> [Recorded information]
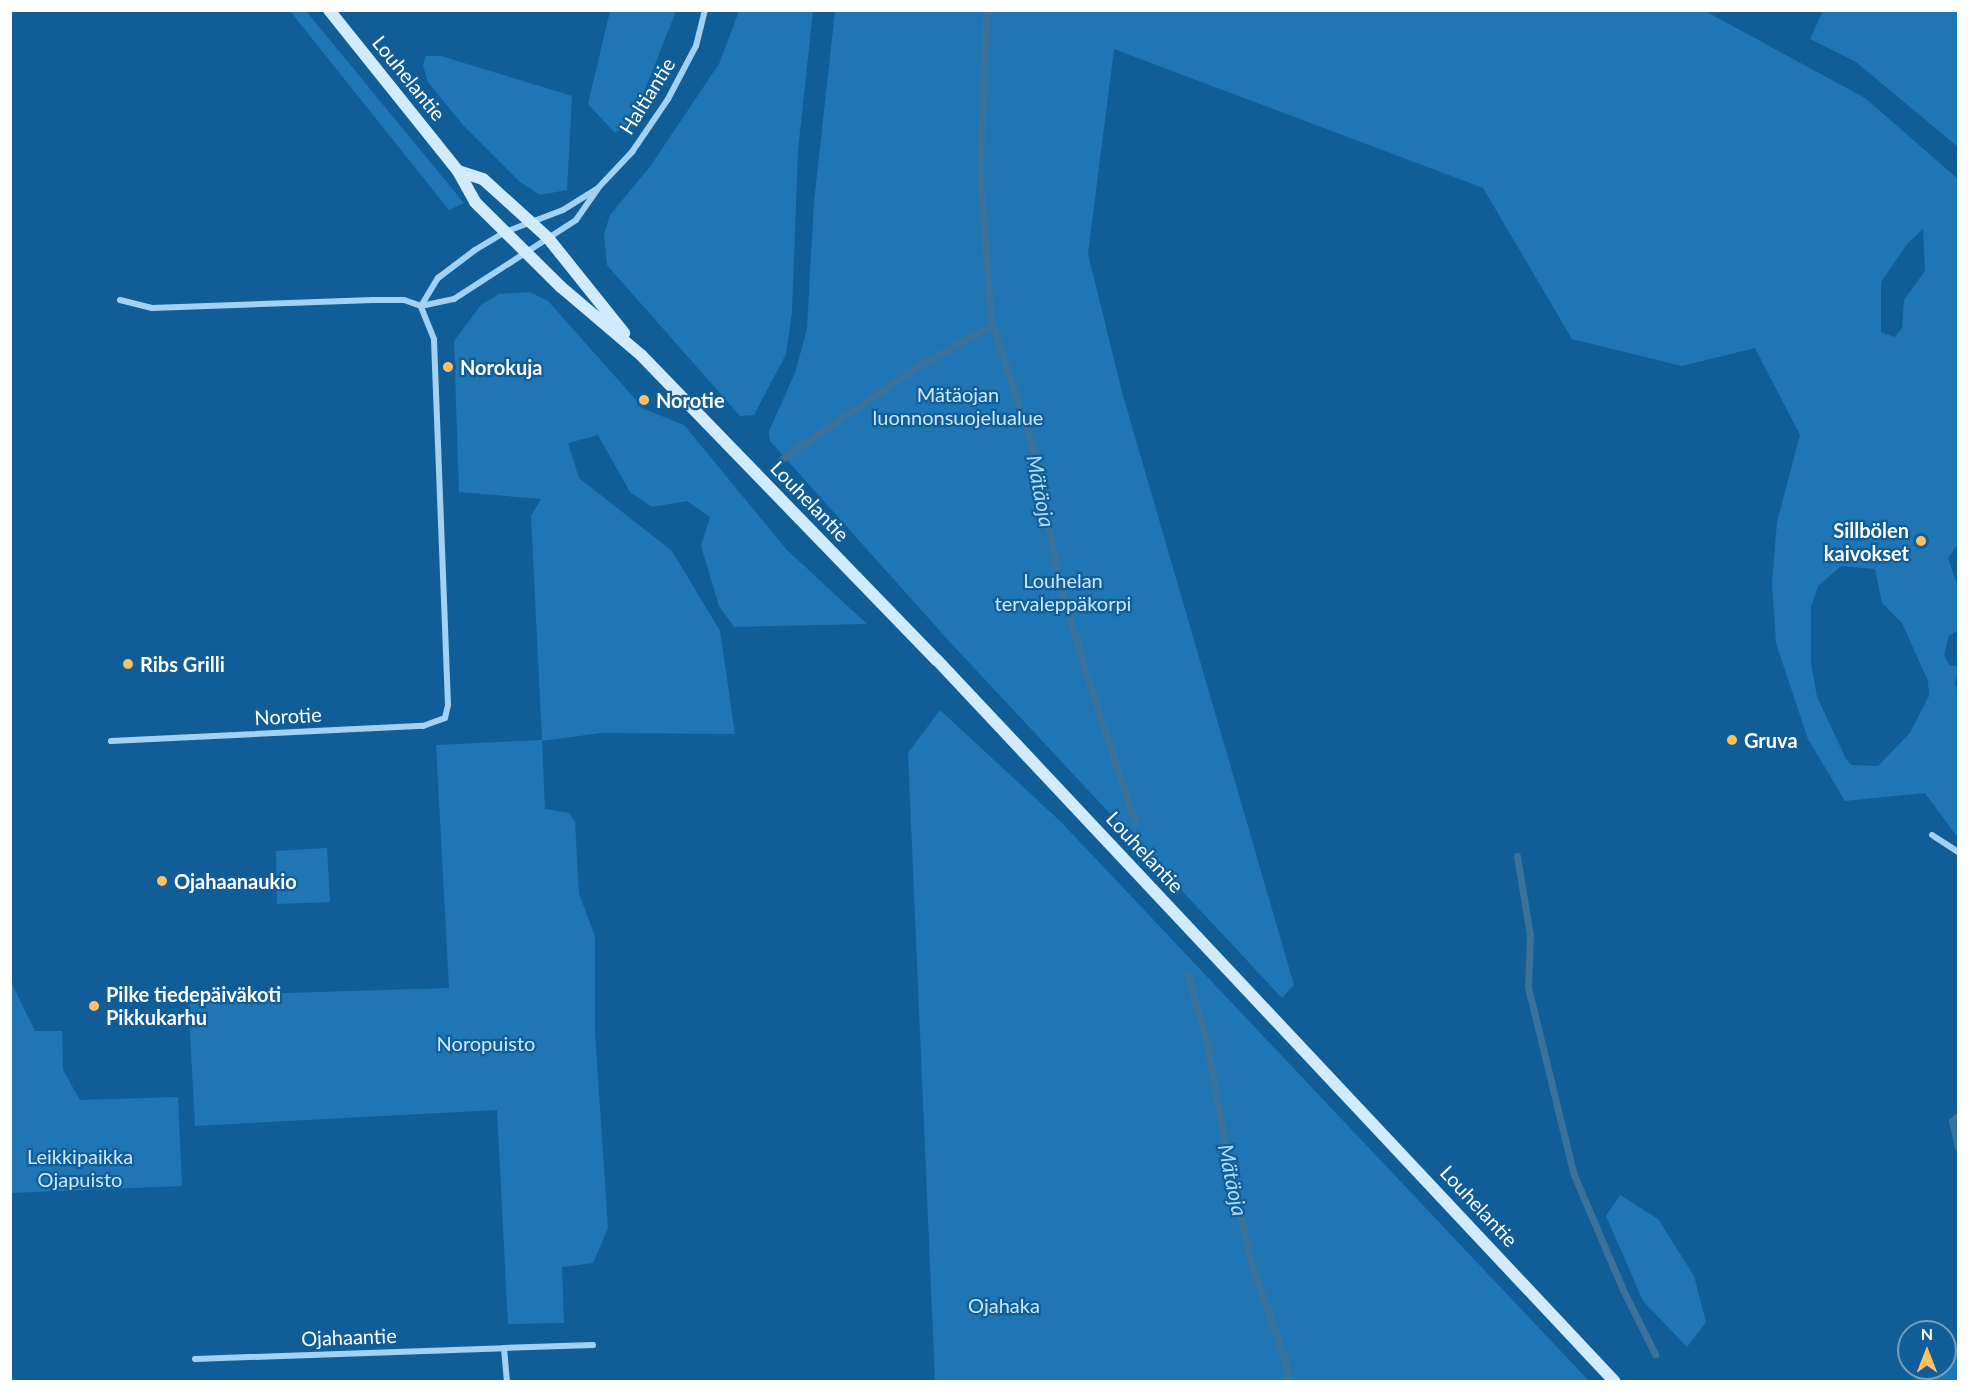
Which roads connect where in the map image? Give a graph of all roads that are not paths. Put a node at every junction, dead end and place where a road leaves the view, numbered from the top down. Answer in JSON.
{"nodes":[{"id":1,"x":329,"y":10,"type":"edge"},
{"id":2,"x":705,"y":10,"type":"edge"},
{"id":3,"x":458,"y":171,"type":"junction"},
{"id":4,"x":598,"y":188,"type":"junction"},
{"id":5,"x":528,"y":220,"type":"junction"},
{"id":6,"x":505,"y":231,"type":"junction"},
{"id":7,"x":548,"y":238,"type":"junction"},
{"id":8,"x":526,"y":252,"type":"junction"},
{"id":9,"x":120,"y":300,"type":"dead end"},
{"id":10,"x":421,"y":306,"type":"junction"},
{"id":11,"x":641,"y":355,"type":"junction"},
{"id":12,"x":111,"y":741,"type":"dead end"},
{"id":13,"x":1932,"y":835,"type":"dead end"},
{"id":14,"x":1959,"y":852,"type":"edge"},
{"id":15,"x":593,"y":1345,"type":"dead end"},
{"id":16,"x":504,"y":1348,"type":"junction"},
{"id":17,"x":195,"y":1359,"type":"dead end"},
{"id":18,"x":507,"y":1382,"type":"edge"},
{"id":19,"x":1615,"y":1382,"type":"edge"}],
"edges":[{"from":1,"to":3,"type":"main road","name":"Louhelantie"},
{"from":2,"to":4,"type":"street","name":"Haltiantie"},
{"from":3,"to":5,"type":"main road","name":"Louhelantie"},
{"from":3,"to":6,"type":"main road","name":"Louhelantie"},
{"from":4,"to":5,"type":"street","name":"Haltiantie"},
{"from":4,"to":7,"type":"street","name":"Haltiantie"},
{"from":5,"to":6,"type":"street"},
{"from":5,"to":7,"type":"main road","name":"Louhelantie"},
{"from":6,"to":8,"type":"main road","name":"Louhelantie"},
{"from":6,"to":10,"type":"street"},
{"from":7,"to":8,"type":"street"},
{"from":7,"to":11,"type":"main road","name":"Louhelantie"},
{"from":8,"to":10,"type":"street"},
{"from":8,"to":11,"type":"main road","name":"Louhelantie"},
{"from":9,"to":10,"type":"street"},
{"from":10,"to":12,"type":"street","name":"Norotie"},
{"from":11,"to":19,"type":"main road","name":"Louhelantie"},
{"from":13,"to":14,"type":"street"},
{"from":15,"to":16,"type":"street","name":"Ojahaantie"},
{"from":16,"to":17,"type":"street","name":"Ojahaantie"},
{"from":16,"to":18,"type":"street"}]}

> [Work to complete] Your answer must be one number: how many lines of the entries hold the string "Haltiantie".

> [Exercise result] 3